__Raw data__.

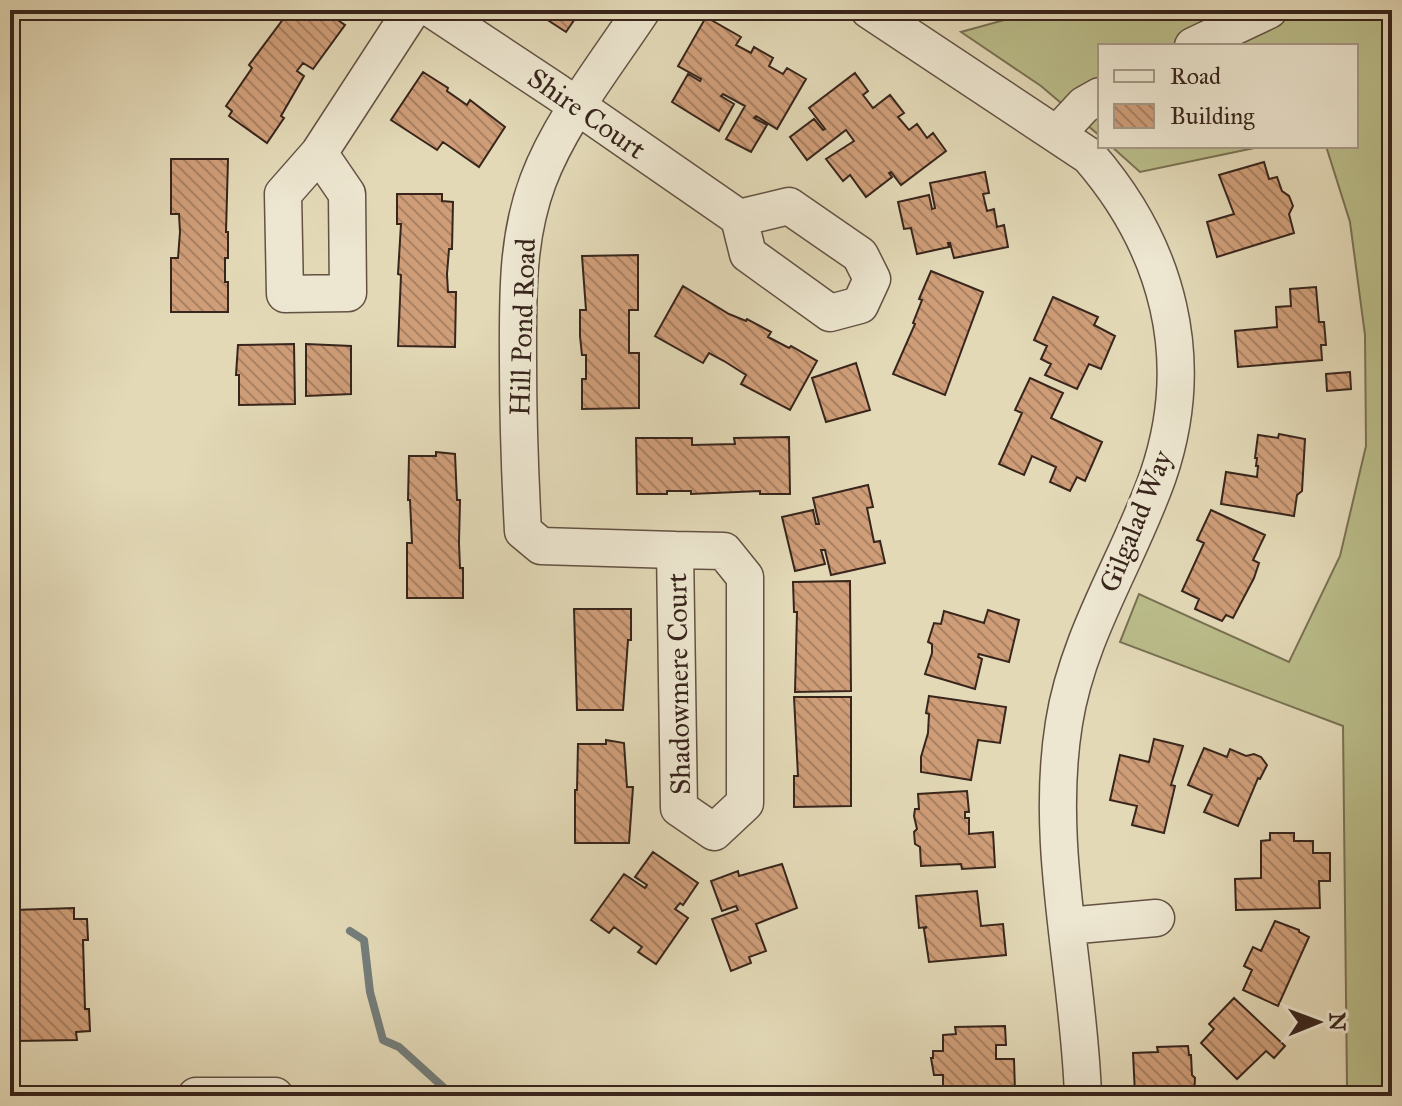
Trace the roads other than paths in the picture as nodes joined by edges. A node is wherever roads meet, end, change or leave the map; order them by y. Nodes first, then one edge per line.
1 (412, 10) edge
2 (433, 10) edge
3 (642, 10) edge
4 (869, 10) edge
5 (1269, 10) edge
6 (1197, 44) edge
7 (1098, 97) edge
8 (579, 107) junction
9 (1057, 134) junction
10 (319, 153) dead end
11 (739, 218) dead end
12 (523, 531) joint
13 (675, 550) junction
14 (1156, 918) dead end
15 (1067, 926) junction
16 (196, 1096) edge
17 (275, 1096) edge
18 (1083, 1096) edge

1 - 10 street
2 - 8 street, Shire Court
3 - 8 street, Hill Pond Road
4 - 9 street, Gilgalad Way
5 - 6 street
7 - 9 street
8 - 11 street, Shire Court
8 - 12 street, Hill Pond Road
9 - 15 street, Gilgalad Way
12 - 13 street, Shadowmere Court
13 - 13 street, Shadowmere Court
14 - 15 street
15 - 18 street, Gilgalad Way
16 - 17 street

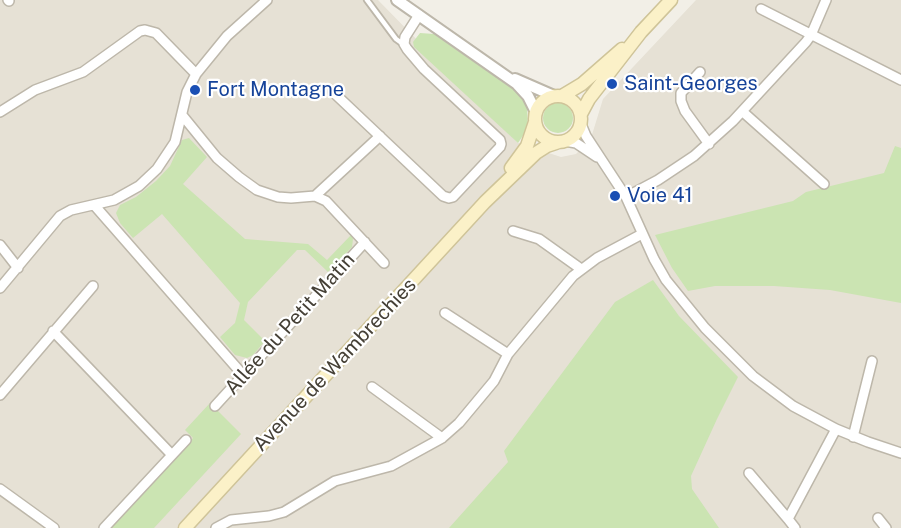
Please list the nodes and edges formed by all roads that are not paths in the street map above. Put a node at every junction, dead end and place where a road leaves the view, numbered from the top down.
1 (267, 0) edge
2 (367, 0) edge
3 (397, 0) edge
4 (671, 0) edge
5 (826, 0) edge
6 (761, 9) dead end
7 (419, 15) junction
8 (641, 32) junction
9 (812, 35) junction
10 (404, 44) junction
11 (499, 70) junction
12 (700, 72) dead end
13 (196, 74) junction
14 (901, 80) edge
15 (333, 92) dead end
16 (558, 96) junction
17 (0, 111) edge
18 (742, 112) junction
19 (182, 115) junction
20 (536, 117) junction
21 (581, 119) junction
22 (380, 136) junction
23 (562, 141) junction
24 (709, 144) junction
25 (603, 162) junction
26 (824, 184) dead end
27 (315, 196) junction
28 (626, 197) junction
29 (485, 202) junction
30 (96, 206) junction
31 (513, 231) dead end
32 (642, 234) junction
33 (365, 242) junction
34 (0, 244) edge
35 (384, 263) dead end
36 (18, 268) junction
37 (581, 269) junction
38 (93, 286) dead end
39 (0, 288) edge
40 (445, 313) dead end
41 (53, 331) junction
42 (508, 354) junction
43 (872, 361) dead end
44 (243, 375) junction
45 (372, 387) dead end
46 (0, 395) edge
47 (214, 406) dead end
48 (836, 429) junction
49 (853, 436) junction
50 (442, 438) junction
51 (186, 441) dead end
52 (901, 453) edge
53 (172, 455) junction
54 (749, 473) dead end
55 (0, 489) edge
56 (878, 518) dead end
57 (788, 519) junction
58 (54, 528) edge
59 (104, 528) edge
60 (185, 528) edge
61 (216, 528) edge
62 (795, 528) edge
63 (886, 528) edge

1 - 13 street
2 - 10 lane
3 - 7 street
4 - 8 main road
5 - 9 street
6 - 9 street
7 - 10 street
7 - 11 street
8 - 16 main road
8 - 21 main road
9 - 14 street
9 - 18 street
10 - 22 street
11 - 16 street
11 - 20 street
12 - 24 street
13 - 17 street
13 - 19 street
15 - 22 street
16 - 20 main road
16 - 21 main road
18 - 24 street
18 - 26 street
19 - 27 street
19 - 30 street
20 - 23 main road
20 - 29 main road, Avenue de Wambrechies
21 - 23 main road
21 - 25 street
22 - 27 street
23 - 25 street
23 - 29 main road, Avenue de Wambrechies
24 - 28 street
25 - 28 street
27 - 33 street
28 - 32 street
29 - 60 main road, Avenue de Wambrechies
30 - 36 street
30 - 44 street
31 - 37 street
32 - 37 street
32 - 48 street
33 - 35 street
33 - 44 street, Allée du Petit Matin
34 - 36 street
36 - 39 street
37 - 42 street
38 - 41 street
40 - 42 street
41 - 46 street
41 - 53 street
42 - 50 street
43 - 49 street
44 - 47 street, Allée du Petit Matin
45 - 50 street
48 - 49 street
48 - 57 street
49 - 52 street
50 - 61 street
51 - 53 street
53 - 59 street
54 - 57 street
55 - 58 street
56 - 63 street
57 - 62 street

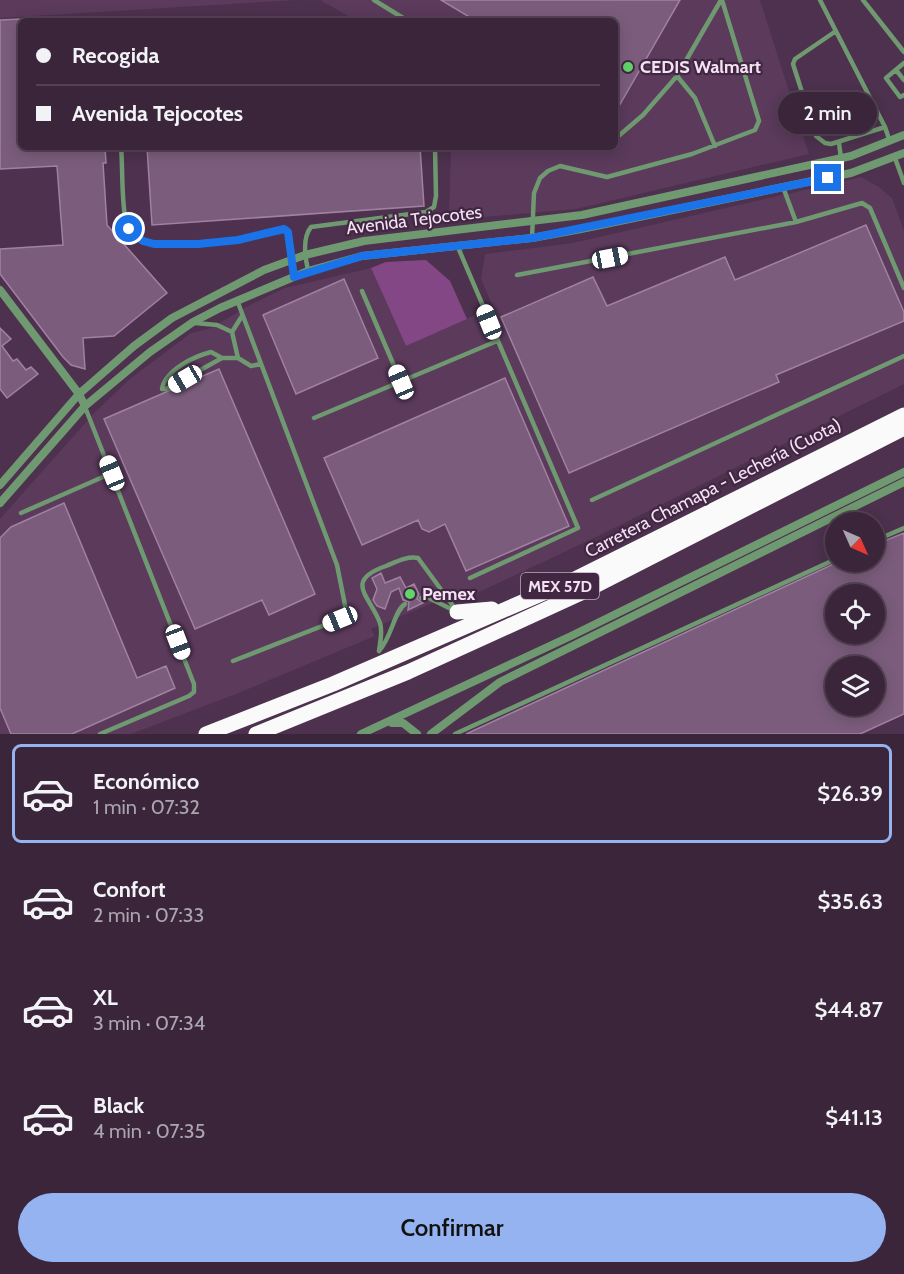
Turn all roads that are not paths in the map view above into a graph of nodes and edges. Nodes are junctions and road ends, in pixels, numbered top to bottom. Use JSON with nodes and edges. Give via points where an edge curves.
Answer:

__Your assignment__.
Although the records contain pictures, print only the rest, exactly as written.

__Answer area__.
Trace the roads other than paths in the picture as nodes joined by edges. A node is wherever roads meet, end, change or leave the map; order them by y. Nodes first, then one edge per line.
1 (412, 10) edge
2 (433, 10) edge
3 (642, 10) edge
4 (869, 10) edge
5 (1269, 10) edge
6 (1197, 44) edge
7 (1098, 97) edge
8 (579, 107) junction
9 (1057, 134) junction
10 (319, 153) dead end
11 (739, 218) dead end
12 (523, 531) joint
13 (675, 550) junction
14 (1156, 918) dead end
15 (1067, 926) junction
16 (196, 1096) edge
17 (275, 1096) edge
18 (1083, 1096) edge

1 - 10 street
2 - 8 street, Shire Court
3 - 8 street, Hill Pond Road
4 - 9 street, Gilgalad Way
5 - 6 street
7 - 9 street
8 - 11 street, Shire Court
8 - 12 street, Hill Pond Road
9 - 15 street, Gilgalad Way
12 - 13 street, Shadowmere Court
13 - 13 street, Shadowmere Court
14 - 15 street
15 - 18 street, Gilgalad Way
16 - 17 street

Please list the nodes and edges formed by all roads that are not paths in the street map above. Put a node at every junction, dead end and place where a road leaves the view, numbered from the top down.
1 (267, 0) edge
2 (367, 0) edge
3 (397, 0) edge
4 (671, 0) edge
5 (826, 0) edge
6 (761, 9) dead end
7 (419, 15) junction
8 (641, 32) junction
9 (812, 35) junction
10 (404, 44) junction
11 (499, 70) junction
12 (700, 72) dead end
13 (196, 74) junction
14 (901, 80) edge
15 (333, 92) dead end
16 (558, 96) junction
17 (0, 111) edge
18 (742, 112) junction
19 (182, 115) junction
20 (536, 117) junction
21 (581, 119) junction
22 (380, 136) junction
23 (562, 141) junction
24 (709, 144) junction
25 (603, 162) junction
26 (824, 184) dead end
27 (315, 196) junction
28 (626, 197) junction
29 (485, 202) junction
30 (96, 206) junction
31 (513, 231) dead end
32 (642, 234) junction
33 (365, 242) junction
34 (0, 244) edge
35 (384, 263) dead end
36 (18, 268) junction
37 (581, 269) junction
38 (93, 286) dead end
39 (0, 288) edge
40 (445, 313) dead end
41 (53, 331) junction
42 (508, 354) junction
43 (872, 361) dead end
44 (243, 375) junction
45 (372, 387) dead end
46 (0, 395) edge
47 (214, 406) dead end
48 (836, 429) junction
49 (853, 436) junction
50 (442, 438) junction
51 (186, 441) dead end
52 (901, 453) edge
53 (172, 455) junction
54 (749, 473) dead end
55 (0, 489) edge
56 (878, 518) dead end
57 (788, 519) junction
58 (54, 528) edge
59 (104, 528) edge
60 (185, 528) edge
61 (216, 528) edge
62 (795, 528) edge
63 (886, 528) edge

1 - 13 street
2 - 10 lane
3 - 7 street
4 - 8 main road
5 - 9 street
6 - 9 street
7 - 10 street
7 - 11 street
8 - 16 main road
8 - 21 main road
9 - 14 street
9 - 18 street
10 - 22 street
11 - 16 street
11 - 20 street
12 - 24 street
13 - 17 street
13 - 19 street
15 - 22 street
16 - 20 main road
16 - 21 main road
18 - 24 street
18 - 26 street
19 - 27 street
19 - 30 street
20 - 23 main road
20 - 29 main road, Avenue de Wambrechies
21 - 23 main road
21 - 25 street
22 - 27 street
23 - 25 street
23 - 29 main road, Avenue de Wambrechies
24 - 28 street
25 - 28 street
27 - 33 street
28 - 32 street
29 - 60 main road, Avenue de Wambrechies
30 - 36 street
30 - 44 street
31 - 37 street
32 - 37 street
32 - 48 street
33 - 35 street
33 - 44 street, Allée du Petit Matin
34 - 36 street
36 - 39 street
37 - 42 street
38 - 41 street
40 - 42 street
41 - 46 street
41 - 53 street
42 - 50 street
43 - 49 street
44 - 47 street, Allée du Petit Matin
45 - 50 street
48 - 49 street
48 - 57 street
49 - 52 street
50 - 61 street
51 - 53 street
53 - 59 street
54 - 57 street
55 - 58 street
56 - 63 street
57 - 62 street

Turn all roads that are not paths in the map view above into a graph of nodes and edges. Nodes are junctions and road ends, in pixels, numbered top to bottom. Use JSON with nodes and edges. Give via points where an edge curves.
Answer:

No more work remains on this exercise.